** PROBLEM TO SOLVE **
Take the data below and write it out exactly, except for the pictures.

** AVAILABLE RECORDS **

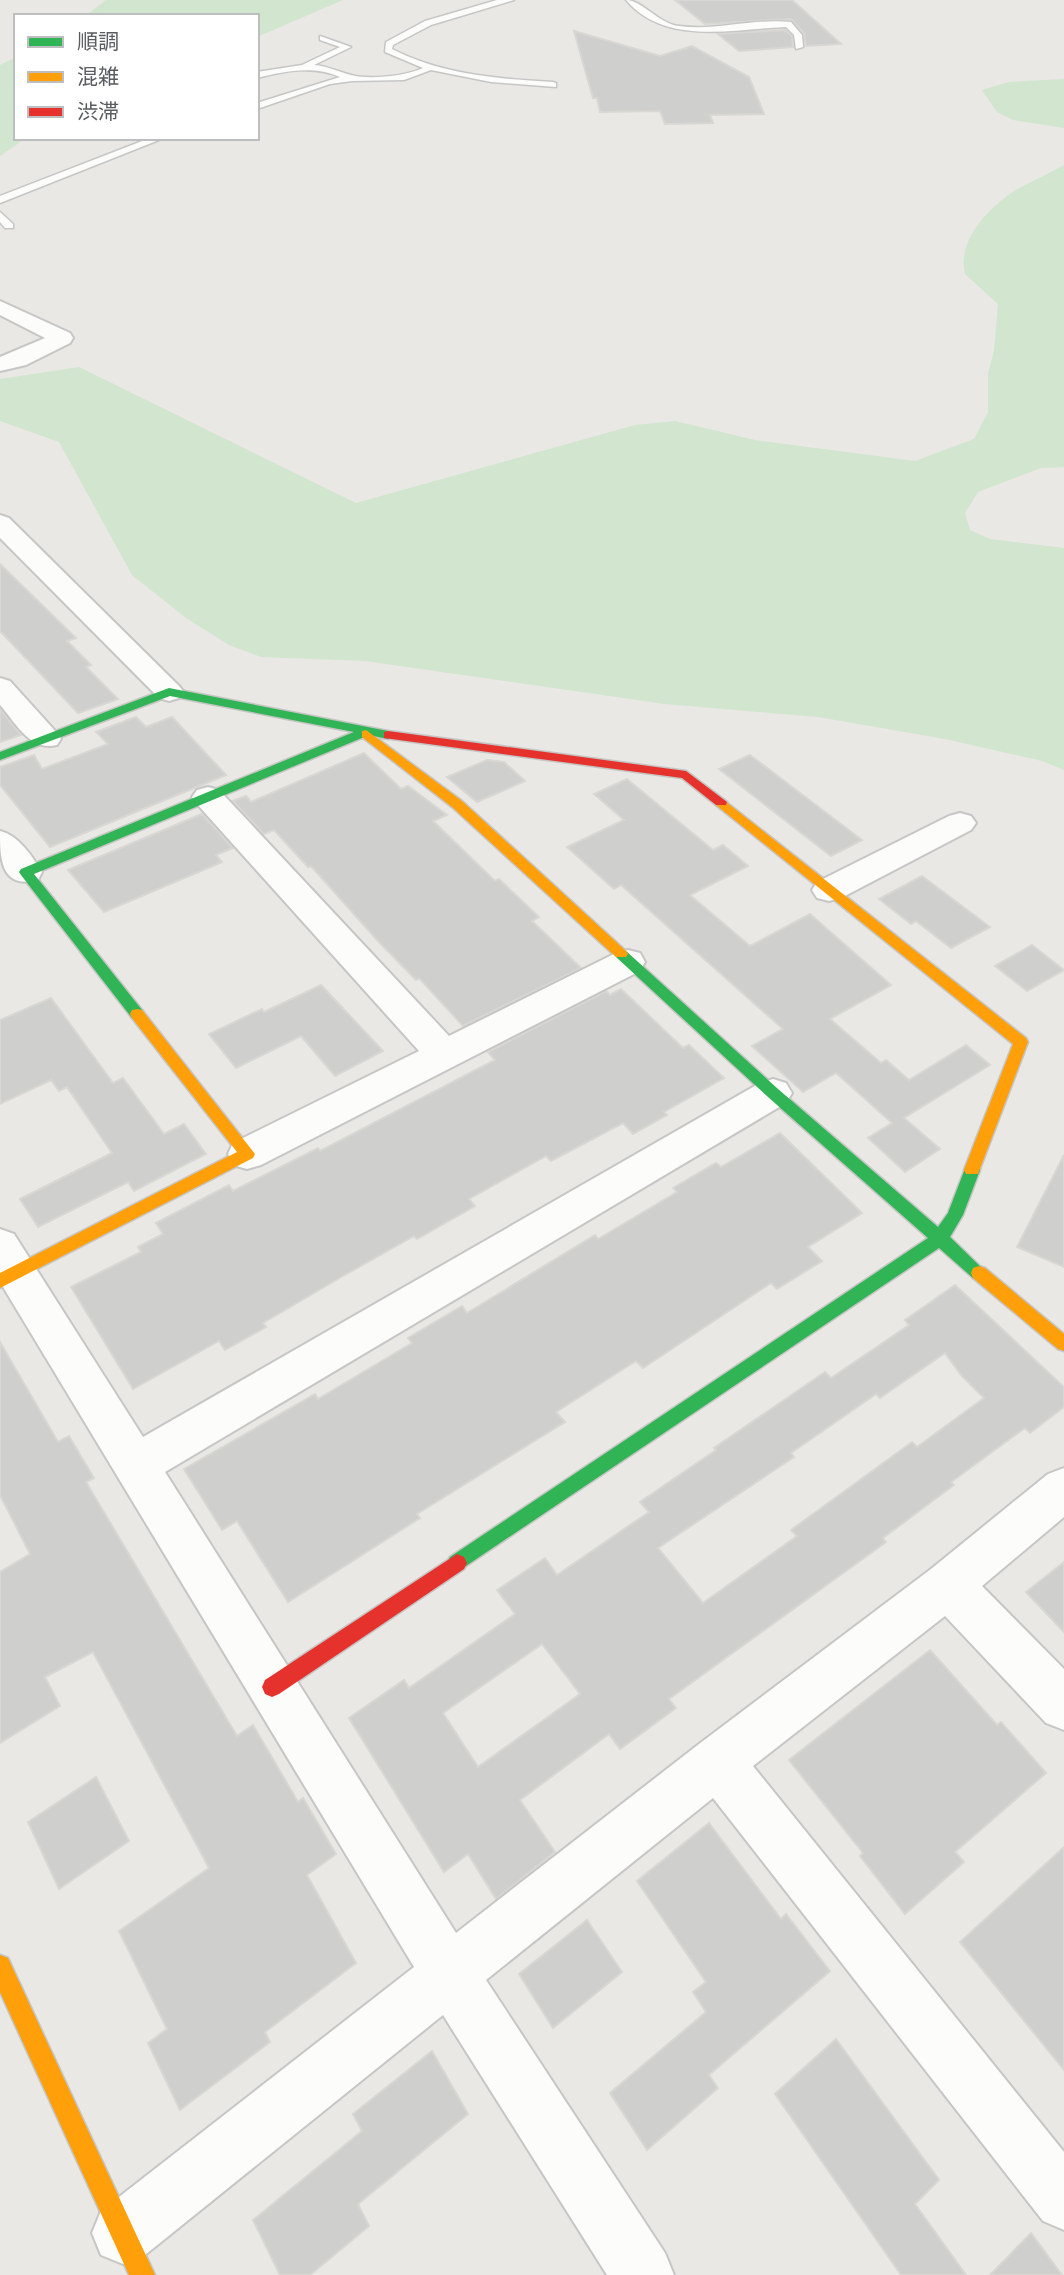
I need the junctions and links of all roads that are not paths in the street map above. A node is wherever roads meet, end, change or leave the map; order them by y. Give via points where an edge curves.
1 (510, 0) edge
2 (630, 0) edge
3 (323, 38) dead end
4 (799, 47) dead end
5 (432, 66) junction
6 (294, 69) junction
7 (259, 75) edge
8 (347, 78) junction
9 (553, 85) dead end
10 (259, 105) edge
11 (153, 140) edge
12 (0, 201) edge
13 (0, 215) edge
14 (9, 226) dead end
15 (0, 307) edge
16 (0, 364) edge
17 (0, 523) edge
18 (0, 687) edge
19 (169, 692) junction
20 (365, 732) junction
21 (46, 739) junction
22 (0, 756) edge
23 (208, 797) junction
24 (960, 823) dead end
25 (0, 841) edge
26 (26, 872) junction
27 (829, 890) junction
28 (628, 962) junction
29 (444, 1055) junction
30 (773, 1093) junction
31 (247, 1154) junction
32 (939, 1240) junction
33 (6, 1267) edge
34 (1064, 1344) edge
35 (136, 1465) junction
36 (1064, 1489) edge
37 (948, 1585) junction
38 (272, 1687) junction
39 (1064, 1705) edge
40 (717, 1762) junction
41 (0, 1966) edge
42 (450, 1976) junction
43 (1064, 2200) edge
44 (133, 2254) edge
45 (643, 2275) edge

1 - 5 lane via 418,27 389,44 388,50 398,57
2 - 4 lane via 642,13 680,29 788,24 798,35
3 - 6 lane via 347,47
5 - 8 lane via 408,76
5 - 9 lane via 500,81
6 - 7 lane
6 - 8 lane via 331,70
8 - 10 lane
11 - 12 lane
13 - 14 lane
15 - 16 street via 62,338
17 - 19 street
18 - 21 street
19 - 20 street
19 - 21 street
20 - 23 street
20 - 27 street via 687,775
20 - 28 street via 457,803
21 - 22 street
23 - 26 street
23 - 29 street
24 - 27 street
25 - 26 street
26 - 31 street
27 - 32 street via 1021,1042 956,1215
28 - 29 street
28 - 30 street
29 - 31 street
30 - 32 street
30 - 35 street
31 - 33 street
32 - 34 street
32 - 38 street
33 - 35 street
35 - 38 street
36 - 37 street
37 - 39 street
37 - 40 street
38 - 42 street
40 - 42 street
40 - 43 street
41 - 44 street
42 - 44 street
42 - 45 street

** SOLUTION TO THE EXERCISE **
I need the junctions and links of all roads that are not paths in the street map above. A node is wherever roads meet, end, change or leave the map; order them by y. Give via points where an edge curves.
1 (510, 0) edge
2 (630, 0) edge
3 (323, 38) dead end
4 (799, 47) dead end
5 (432, 66) junction
6 (294, 69) junction
7 (259, 75) edge
8 (347, 78) junction
9 (553, 85) dead end
10 (259, 105) edge
11 (153, 140) edge
12 (0, 201) edge
13 (0, 215) edge
14 (9, 226) dead end
15 (0, 307) edge
16 (0, 364) edge
17 (0, 523) edge
18 (0, 687) edge
19 (169, 692) junction
20 (365, 732) junction
21 (46, 739) junction
22 (0, 756) edge
23 (208, 797) junction
24 (960, 823) dead end
25 (0, 841) edge
26 (26, 872) junction
27 (829, 890) junction
28 (628, 962) junction
29 (444, 1055) junction
30 (773, 1093) junction
31 (247, 1154) junction
32 (939, 1240) junction
33 (6, 1267) edge
34 (1064, 1344) edge
35 (136, 1465) junction
36 (1064, 1489) edge
37 (948, 1585) junction
38 (272, 1687) junction
39 (1064, 1705) edge
40 (717, 1762) junction
41 (0, 1966) edge
42 (450, 1976) junction
43 (1064, 2200) edge
44 (133, 2254) edge
45 (643, 2275) edge

1 - 5 lane via 418,27 389,44 388,50 398,57
2 - 4 lane via 642,13 680,29 788,24 798,35
3 - 6 lane via 347,47
5 - 8 lane via 408,76
5 - 9 lane via 500,81
6 - 7 lane
6 - 8 lane via 331,70
8 - 10 lane
11 - 12 lane
13 - 14 lane
15 - 16 street via 62,338
17 - 19 street
18 - 21 street
19 - 20 street
19 - 21 street
20 - 23 street
20 - 27 street via 687,775
20 - 28 street via 457,803
21 - 22 street
23 - 26 street
23 - 29 street
24 - 27 street
25 - 26 street
26 - 31 street
27 - 32 street via 1021,1042 956,1215
28 - 29 street
28 - 30 street
29 - 31 street
30 - 32 street
30 - 35 street
31 - 33 street
32 - 34 street
32 - 38 street
33 - 35 street
35 - 38 street
36 - 37 street
37 - 39 street
37 - 40 street
38 - 42 street
40 - 42 street
40 - 43 street
41 - 44 street
42 - 44 street
42 - 45 street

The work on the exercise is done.